### [The task]
Print the complete set of entries exactly.

§ §

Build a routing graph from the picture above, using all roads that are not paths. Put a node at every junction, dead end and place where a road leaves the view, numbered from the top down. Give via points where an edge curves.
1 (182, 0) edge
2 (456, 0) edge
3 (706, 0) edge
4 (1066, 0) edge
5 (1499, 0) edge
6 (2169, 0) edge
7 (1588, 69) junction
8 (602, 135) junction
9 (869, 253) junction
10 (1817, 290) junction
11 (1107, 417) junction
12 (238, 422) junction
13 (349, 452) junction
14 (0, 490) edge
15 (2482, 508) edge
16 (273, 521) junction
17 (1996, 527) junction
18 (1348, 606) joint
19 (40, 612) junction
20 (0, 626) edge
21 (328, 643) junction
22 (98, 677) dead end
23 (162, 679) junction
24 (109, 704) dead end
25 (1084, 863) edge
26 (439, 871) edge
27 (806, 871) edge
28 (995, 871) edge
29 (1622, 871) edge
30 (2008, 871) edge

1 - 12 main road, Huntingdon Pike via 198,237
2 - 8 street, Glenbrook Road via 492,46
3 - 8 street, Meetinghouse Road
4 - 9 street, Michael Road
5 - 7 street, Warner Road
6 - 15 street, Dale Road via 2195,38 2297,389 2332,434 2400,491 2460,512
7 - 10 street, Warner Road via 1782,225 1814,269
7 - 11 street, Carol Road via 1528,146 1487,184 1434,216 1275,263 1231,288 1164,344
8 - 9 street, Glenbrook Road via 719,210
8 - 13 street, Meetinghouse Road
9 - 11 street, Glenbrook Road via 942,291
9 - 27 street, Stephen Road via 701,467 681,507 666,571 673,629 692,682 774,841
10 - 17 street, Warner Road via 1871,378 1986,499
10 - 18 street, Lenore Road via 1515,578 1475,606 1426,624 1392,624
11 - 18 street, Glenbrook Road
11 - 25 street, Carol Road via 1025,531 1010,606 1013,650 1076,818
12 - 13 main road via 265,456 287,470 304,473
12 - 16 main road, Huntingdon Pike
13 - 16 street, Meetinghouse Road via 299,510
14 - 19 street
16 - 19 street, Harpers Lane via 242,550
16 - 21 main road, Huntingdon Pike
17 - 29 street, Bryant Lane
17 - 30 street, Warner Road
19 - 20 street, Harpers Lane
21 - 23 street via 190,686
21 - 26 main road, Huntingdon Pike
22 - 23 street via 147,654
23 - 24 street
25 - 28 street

§ §

### [Exercise output]
Build a routing graph from the picture above, using all roads that are not paths. Put a node at every junction, dead end and place where a road leaves the view, numbered from the top down. Give via points where an edge curves.
1 (182, 0) edge
2 (456, 0) edge
3 (706, 0) edge
4 (1066, 0) edge
5 (1499, 0) edge
6 (2169, 0) edge
7 (1588, 69) junction
8 (602, 135) junction
9 (869, 253) junction
10 (1817, 290) junction
11 (1107, 417) junction
12 (238, 422) junction
13 (349, 452) junction
14 (0, 490) edge
15 (2482, 508) edge
16 (273, 521) junction
17 (1996, 527) junction
18 (1348, 606) joint
19 (40, 612) junction
20 (0, 626) edge
21 (328, 643) junction
22 (98, 677) dead end
23 (162, 679) junction
24 (109, 704) dead end
25 (1084, 863) edge
26 (439, 871) edge
27 (806, 871) edge
28 (995, 871) edge
29 (1622, 871) edge
30 (2008, 871) edge

1 - 12 main road, Huntingdon Pike via 198,237
2 - 8 street, Glenbrook Road via 492,46
3 - 8 street, Meetinghouse Road
4 - 9 street, Michael Road
5 - 7 street, Warner Road
6 - 15 street, Dale Road via 2195,38 2297,389 2332,434 2400,491 2460,512
7 - 10 street, Warner Road via 1782,225 1814,269
7 - 11 street, Carol Road via 1528,146 1487,184 1434,216 1275,263 1231,288 1164,344
8 - 9 street, Glenbrook Road via 719,210
8 - 13 street, Meetinghouse Road
9 - 11 street, Glenbrook Road via 942,291
9 - 27 street, Stephen Road via 701,467 681,507 666,571 673,629 692,682 774,841
10 - 17 street, Warner Road via 1871,378 1986,499
10 - 18 street, Lenore Road via 1515,578 1475,606 1426,624 1392,624
11 - 18 street, Glenbrook Road
11 - 25 street, Carol Road via 1025,531 1010,606 1013,650 1076,818
12 - 13 main road via 265,456 287,470 304,473
12 - 16 main road, Huntingdon Pike
13 - 16 street, Meetinghouse Road via 299,510
14 - 19 street
16 - 19 street, Harpers Lane via 242,550
16 - 21 main road, Huntingdon Pike
17 - 29 street, Bryant Lane
17 - 30 street, Warner Road
19 - 20 street, Harpers Lane
21 - 23 street via 190,686
21 - 26 main road, Huntingdon Pike
22 - 23 street via 147,654
23 - 24 street
25 - 28 street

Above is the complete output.